Welke bladstanden komen er voor?

De juiste bladstand is voor een plant cruciaal. Hierbij is belangrijk dat ze in een juiste positie staan en elkaar zo weinig mogelijk overlappen. Dit om zoveel mogelijk licht op te kunnen vangen om zo het fotosyntheseproces optimaal te laten verlopen. Om de bladstand te kunnen vaststellen moet je kijken naar de positie en het aantal bladeren bij de knoop.

Hieronder worden een aantal mogelijkheden van bladstanden weergegeven.

Verspreide bladstand: Ieder blad staat dan apart, in een spiraal, op de stengel (duizendblad).

Kruisgewijze en tegenoverstaande bladstand: het gaat hier om paren van bladeren die tegenover elkaar staan. Deze paren van bladeren staan kruisgewijs ten opzichte van de boven- en onderliggende paren (witte dovenetel).

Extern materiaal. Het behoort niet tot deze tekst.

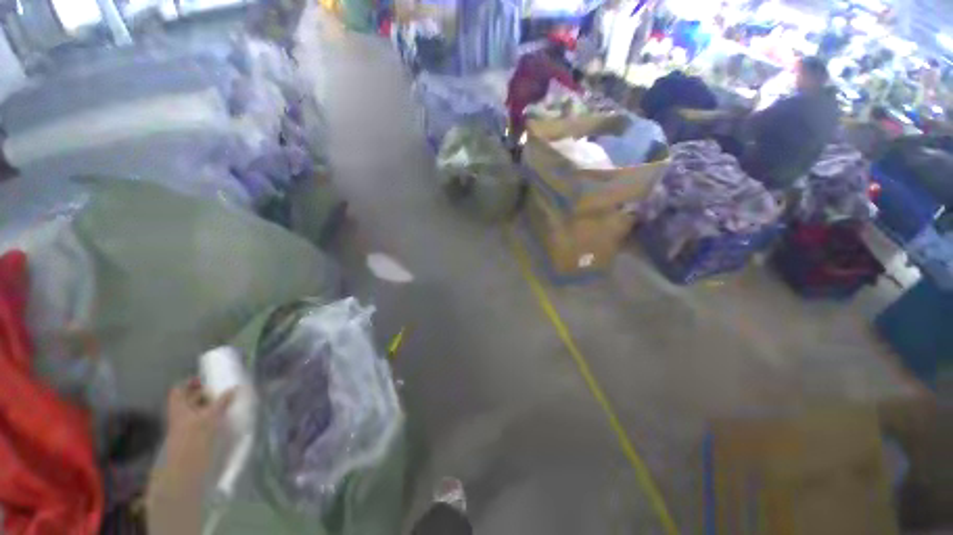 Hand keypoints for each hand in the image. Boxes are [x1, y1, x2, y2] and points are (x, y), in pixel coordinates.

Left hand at [146, 379, 233, 534]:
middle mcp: (179, 416)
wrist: (185, 472)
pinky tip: (224, 420)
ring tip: (226, 403)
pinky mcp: (193, 440)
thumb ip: (222, 402)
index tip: (206, 378)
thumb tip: (236, 388)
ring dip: (208, 407)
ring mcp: (185, 429)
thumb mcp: (210, 417)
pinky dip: (211, 419)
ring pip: (195, 412)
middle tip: (221, 389)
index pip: (179, 390)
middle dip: (203, 394)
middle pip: (188, 400)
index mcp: (179, 408)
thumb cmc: (194, 439)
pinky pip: (201, 423)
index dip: (190, 382) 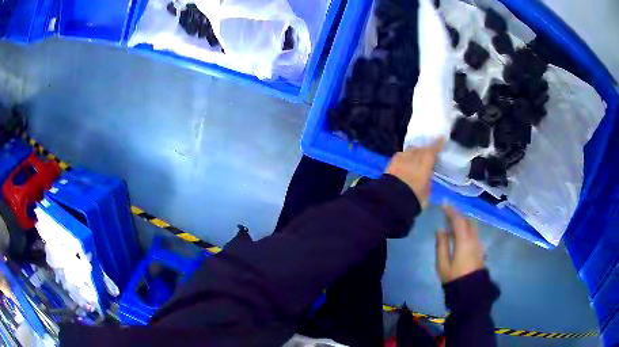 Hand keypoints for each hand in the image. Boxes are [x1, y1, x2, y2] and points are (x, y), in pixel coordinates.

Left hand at [385, 139, 443, 207]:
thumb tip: (426, 176)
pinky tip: (404, 165)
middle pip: (419, 149)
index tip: (441, 138)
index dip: (437, 144)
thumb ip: (427, 180)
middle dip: (422, 151)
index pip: (433, 149)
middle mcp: (412, 155)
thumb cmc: (414, 196)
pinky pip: (399, 158)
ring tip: (413, 162)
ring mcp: (400, 158)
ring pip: (408, 151)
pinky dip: (403, 160)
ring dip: (412, 155)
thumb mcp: (427, 191)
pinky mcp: (389, 163)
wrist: (391, 200)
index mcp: (425, 160)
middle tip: (425, 157)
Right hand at [436, 205, 483, 283]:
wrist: (470, 290)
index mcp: (463, 241)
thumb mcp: (442, 264)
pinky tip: (459, 235)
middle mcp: (473, 239)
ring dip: (463, 221)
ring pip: (472, 226)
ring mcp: (478, 244)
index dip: (451, 210)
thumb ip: (441, 245)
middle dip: (457, 214)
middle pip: (467, 220)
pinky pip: (473, 233)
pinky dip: (466, 228)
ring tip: (452, 222)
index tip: (443, 203)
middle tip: (447, 212)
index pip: (458, 220)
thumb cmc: (454, 278)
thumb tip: (440, 230)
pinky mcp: (480, 249) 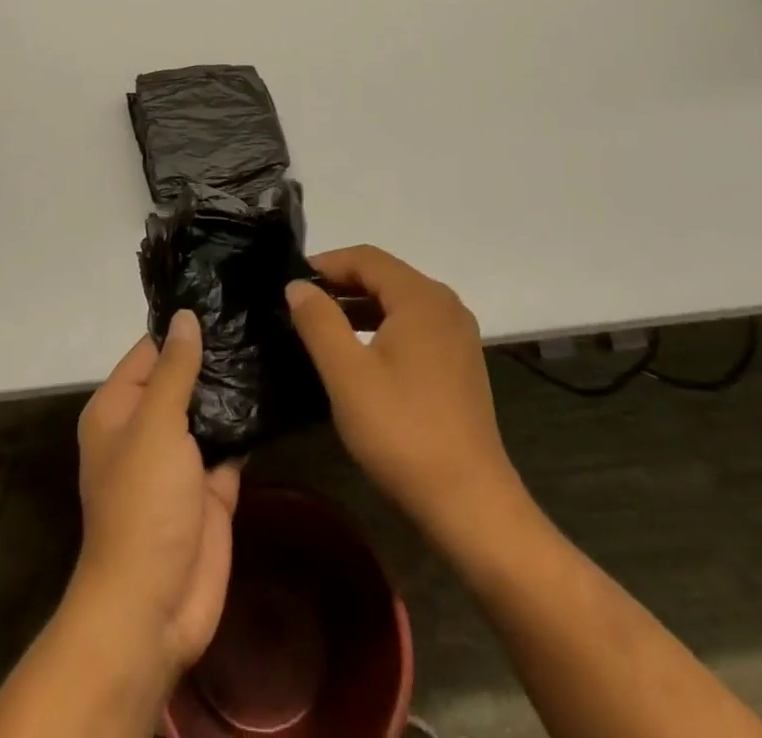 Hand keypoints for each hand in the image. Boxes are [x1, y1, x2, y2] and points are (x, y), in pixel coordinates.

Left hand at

Tegenoverstaande bladstand: bij deze bladstand staan telkens twee bladeren op dezelfde hoogte, links en rechts, aan de stengel. Dit komt vaak voor bij horizontale takken (grote brandnetel).

Kransgewijze bladstand: dan staan er meer dan twee bladeren op gelijke hoogte aan de stengel (gewone dopheide).

Wortelstandige bladstand: wanneer de bladeren tegen de grond op de stengel staan, daarbij vormen ze vaak een wortelrozet (paardenbloem).

Dakpansgewijze bladstand: hierbij vallen de randen van het blad, net zoals bij dakpannen, over elkaar heen (struikheide).

Waarom laten veel planten in de herfst hun blad vallen?

Gedurende de winter zijn planten minder in staat om water op te nemen en is er minder licht om het fotosynthese proces te laten verlopen. Indien de huidmondjes dan doorgaan met het verdampen van water lopen planten het risico om uit te drogen. Door hun blad te laten vallen, beperken ze de verdamping van water aanzienlijk. Om zo min mogelijk voedingsstoffen wij dit proces te verliezen, trekt de plant onder andere het chlorofyl (bladgroen) terug uit de bladeren en slaat dit op als reserve. Dit terugtrekken van het chlorofyl (bladgroen) is ook de oorzaak van het verkleuren van de bladeren in de herfst. Dit hele proces wordt aangestuurd door een soort hormonen die het proces opstarten en er aan het eind voor zorgen dat er een kurklaagje gevormd gaat worden tussen de tak en het bladsteeltje. Hierdoor komt het blad wat los te zitten van de tak en een beetje beweging/wind laat jet blad dan vallen.